GSCHWEND (pm). Viele begeisterte junge und alte Besucher konnten die Organisatoren der ersten Open-​Air-​Mini-​Kirche im Oppenland in Gschwend begrüßen. Die Schöpfungsgeschichte wurde mit vielen verschiedenen Materialien als Wandbild gestaltet. Mit farbigen Tüchern wurden Himmel, Erde, Wasser, Tag und Nacht dargestellt. Steine, Moos und Äste wurden zur Landschaft. Pappsonne, –mond und –sterne hingen per Klettverschluss am blauen oder schwarzen Stoffhimmel. Vögel und Fische auf Fotos sorgten auf dem Bild für Bewegung. Stofftiere bevölkerten die Landschaft. Auf die Frage „Was fehlt noch?“ riefen alle: „Die Menschen!“ Und plötzlich machten Puppen das Bild lebendig und vollständig. Bei den Lobliedern und den dazugehörenden Bewegungen machten alle mit viel Freude mit. Höhepunkt war die Aktion „Selber testen“: die Kinder durften an fünf Stationen mit ihren fünf Sinnen die Wunder Gottes selbst erleben und erkennen –wie könnte sich die Schöpfungsgeschichte besser vermitteln lassen. Anstatt Kirchenglocken gab es einen Gong, den jedes Kind am Schluss selbst zum Klingen bringen konnte.

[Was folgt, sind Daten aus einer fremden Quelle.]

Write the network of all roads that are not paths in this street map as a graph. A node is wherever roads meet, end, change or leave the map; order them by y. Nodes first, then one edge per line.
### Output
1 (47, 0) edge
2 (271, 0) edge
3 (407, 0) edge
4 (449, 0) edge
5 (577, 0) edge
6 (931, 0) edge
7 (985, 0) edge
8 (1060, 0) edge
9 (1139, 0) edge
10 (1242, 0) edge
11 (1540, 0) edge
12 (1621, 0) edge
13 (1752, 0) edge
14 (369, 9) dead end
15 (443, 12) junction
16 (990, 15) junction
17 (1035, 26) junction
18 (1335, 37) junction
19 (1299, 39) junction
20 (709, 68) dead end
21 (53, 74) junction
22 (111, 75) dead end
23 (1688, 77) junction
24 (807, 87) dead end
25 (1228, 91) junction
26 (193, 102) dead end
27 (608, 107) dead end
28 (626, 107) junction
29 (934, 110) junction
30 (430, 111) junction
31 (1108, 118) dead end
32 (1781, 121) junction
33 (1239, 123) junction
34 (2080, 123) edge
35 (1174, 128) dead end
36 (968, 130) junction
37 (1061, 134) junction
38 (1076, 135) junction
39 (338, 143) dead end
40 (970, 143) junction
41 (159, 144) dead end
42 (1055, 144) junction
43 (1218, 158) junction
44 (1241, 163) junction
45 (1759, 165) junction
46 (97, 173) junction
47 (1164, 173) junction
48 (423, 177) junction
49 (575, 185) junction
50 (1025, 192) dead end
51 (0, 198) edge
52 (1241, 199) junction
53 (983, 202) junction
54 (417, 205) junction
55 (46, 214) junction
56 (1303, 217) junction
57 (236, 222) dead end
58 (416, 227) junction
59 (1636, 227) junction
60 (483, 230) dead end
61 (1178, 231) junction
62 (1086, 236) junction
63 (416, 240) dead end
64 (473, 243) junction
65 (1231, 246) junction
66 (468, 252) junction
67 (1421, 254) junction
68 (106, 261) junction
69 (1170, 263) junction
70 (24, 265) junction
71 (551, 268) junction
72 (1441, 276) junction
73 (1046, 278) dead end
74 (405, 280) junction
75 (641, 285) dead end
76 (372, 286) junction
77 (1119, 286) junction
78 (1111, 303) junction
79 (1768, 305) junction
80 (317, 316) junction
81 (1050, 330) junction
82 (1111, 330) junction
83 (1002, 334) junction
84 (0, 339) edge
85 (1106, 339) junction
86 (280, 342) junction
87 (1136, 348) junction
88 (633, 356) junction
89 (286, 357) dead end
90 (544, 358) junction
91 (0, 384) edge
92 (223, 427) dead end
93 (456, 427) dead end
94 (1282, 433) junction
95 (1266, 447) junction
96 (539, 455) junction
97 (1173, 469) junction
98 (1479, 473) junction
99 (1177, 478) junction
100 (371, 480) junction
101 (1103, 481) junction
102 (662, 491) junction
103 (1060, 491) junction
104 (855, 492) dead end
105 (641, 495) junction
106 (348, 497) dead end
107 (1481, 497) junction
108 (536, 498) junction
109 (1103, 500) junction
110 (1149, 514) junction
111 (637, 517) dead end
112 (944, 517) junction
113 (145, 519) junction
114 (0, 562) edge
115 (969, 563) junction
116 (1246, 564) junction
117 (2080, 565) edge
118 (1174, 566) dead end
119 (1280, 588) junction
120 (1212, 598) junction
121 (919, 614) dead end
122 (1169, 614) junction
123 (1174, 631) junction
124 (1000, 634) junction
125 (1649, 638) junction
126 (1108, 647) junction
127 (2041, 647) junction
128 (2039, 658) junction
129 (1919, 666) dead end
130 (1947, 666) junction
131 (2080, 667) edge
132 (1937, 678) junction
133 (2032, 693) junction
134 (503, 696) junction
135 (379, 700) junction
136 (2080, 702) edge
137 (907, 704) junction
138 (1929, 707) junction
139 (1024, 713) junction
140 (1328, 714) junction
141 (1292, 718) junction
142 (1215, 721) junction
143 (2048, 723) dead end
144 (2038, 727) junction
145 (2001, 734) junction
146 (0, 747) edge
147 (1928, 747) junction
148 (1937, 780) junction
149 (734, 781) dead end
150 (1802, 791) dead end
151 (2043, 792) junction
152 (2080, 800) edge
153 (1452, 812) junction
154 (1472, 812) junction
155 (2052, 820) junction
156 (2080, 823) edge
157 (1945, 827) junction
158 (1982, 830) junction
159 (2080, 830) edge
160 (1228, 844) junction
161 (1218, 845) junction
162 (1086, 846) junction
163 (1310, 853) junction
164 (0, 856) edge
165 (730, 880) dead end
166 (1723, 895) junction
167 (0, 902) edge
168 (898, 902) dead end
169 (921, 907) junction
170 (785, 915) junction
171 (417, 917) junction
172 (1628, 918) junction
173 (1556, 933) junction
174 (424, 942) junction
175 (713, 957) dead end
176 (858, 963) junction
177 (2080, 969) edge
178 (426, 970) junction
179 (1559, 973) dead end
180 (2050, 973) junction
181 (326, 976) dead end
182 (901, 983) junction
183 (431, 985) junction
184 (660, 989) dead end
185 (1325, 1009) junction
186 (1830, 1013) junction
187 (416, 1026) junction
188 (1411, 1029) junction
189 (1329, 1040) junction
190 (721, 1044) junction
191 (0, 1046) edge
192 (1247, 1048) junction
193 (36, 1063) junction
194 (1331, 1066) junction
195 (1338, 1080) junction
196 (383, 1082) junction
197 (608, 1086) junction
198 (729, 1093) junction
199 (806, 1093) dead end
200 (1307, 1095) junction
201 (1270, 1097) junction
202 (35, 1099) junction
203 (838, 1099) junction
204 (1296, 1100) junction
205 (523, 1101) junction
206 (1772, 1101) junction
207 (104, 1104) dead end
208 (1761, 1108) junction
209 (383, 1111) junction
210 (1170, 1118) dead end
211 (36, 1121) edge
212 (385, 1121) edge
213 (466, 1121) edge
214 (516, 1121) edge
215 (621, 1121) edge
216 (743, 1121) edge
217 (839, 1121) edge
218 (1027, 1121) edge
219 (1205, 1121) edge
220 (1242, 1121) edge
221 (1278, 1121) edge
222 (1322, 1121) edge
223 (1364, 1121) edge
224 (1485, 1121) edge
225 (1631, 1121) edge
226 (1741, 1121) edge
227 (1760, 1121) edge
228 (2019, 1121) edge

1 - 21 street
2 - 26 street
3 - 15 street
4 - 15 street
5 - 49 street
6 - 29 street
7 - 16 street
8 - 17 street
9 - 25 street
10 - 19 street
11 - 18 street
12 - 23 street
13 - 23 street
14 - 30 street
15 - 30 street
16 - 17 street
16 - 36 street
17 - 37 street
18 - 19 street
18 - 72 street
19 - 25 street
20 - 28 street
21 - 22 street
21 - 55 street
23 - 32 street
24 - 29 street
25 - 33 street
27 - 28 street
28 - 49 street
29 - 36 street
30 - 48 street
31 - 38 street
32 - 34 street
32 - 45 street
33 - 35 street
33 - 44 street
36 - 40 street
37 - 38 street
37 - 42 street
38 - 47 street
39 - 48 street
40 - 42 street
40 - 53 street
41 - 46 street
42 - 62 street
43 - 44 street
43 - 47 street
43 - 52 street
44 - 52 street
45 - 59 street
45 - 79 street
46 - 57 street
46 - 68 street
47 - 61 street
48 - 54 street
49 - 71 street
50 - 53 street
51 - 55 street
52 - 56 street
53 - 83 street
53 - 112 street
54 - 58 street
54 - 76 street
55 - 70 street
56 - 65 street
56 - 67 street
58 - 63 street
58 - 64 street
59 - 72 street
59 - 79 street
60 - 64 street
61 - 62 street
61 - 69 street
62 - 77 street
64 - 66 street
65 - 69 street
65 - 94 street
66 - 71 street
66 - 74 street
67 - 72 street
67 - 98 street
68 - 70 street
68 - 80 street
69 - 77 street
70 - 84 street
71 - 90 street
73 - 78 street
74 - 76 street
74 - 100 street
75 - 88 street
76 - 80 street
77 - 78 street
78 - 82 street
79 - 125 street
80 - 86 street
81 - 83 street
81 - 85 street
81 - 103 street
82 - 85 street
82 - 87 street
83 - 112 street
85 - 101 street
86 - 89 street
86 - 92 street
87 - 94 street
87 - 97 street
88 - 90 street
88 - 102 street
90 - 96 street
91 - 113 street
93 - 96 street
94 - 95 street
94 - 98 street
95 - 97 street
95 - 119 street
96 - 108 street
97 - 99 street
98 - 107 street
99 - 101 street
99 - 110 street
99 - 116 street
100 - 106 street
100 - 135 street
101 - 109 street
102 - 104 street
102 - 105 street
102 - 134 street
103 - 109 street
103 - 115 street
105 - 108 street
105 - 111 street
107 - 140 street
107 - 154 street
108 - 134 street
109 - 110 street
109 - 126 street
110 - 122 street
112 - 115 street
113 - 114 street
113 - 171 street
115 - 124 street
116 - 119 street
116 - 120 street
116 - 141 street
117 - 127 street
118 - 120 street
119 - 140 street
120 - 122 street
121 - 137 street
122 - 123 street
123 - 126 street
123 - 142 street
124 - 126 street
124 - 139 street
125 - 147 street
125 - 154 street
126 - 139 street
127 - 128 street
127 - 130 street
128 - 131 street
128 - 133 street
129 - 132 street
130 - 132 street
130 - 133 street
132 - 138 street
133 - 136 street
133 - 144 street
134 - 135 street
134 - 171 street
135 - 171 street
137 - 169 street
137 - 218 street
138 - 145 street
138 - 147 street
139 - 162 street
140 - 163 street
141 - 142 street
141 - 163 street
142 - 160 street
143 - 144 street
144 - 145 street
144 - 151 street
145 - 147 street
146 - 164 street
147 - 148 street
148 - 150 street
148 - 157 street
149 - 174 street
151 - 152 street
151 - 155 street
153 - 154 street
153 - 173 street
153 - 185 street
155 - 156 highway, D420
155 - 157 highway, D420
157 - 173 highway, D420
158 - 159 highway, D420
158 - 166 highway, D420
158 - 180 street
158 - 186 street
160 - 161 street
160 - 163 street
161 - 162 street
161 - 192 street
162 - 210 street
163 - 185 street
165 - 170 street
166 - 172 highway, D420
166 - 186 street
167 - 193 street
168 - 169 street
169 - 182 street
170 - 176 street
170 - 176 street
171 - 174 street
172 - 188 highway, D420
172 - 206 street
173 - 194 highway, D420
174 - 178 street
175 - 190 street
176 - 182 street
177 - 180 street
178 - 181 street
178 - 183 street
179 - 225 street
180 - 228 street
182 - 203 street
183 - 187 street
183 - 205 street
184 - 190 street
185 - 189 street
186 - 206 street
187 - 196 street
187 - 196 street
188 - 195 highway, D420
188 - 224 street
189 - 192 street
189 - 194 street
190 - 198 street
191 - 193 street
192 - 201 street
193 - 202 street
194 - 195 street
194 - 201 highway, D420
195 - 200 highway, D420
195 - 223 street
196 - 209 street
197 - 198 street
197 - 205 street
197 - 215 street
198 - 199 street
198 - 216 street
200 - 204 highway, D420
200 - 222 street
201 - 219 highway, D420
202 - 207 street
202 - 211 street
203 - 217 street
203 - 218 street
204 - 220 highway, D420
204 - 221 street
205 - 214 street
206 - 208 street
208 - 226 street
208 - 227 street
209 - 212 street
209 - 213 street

Mitbringsel bzw. Geschenk war eine Lupendose zum Beobachten und Vergrößern. Jeder Besucher erhielt eine Karte, die mit Spiegelfolie beklebt war, damit nicht vergessen wird, „wie einmalig und toll jeder Mensch von Gott gemacht wurde“. Beim gemeinsamen Grillen am Lagerfeuer herrschte gute Stimmung — ein Dankeschön galt all denen, die das Buffet mit Gemüse oder Dip bereichert haben. Das Opfer wird für die Arbeit in den Krabbelgruppen verwendet.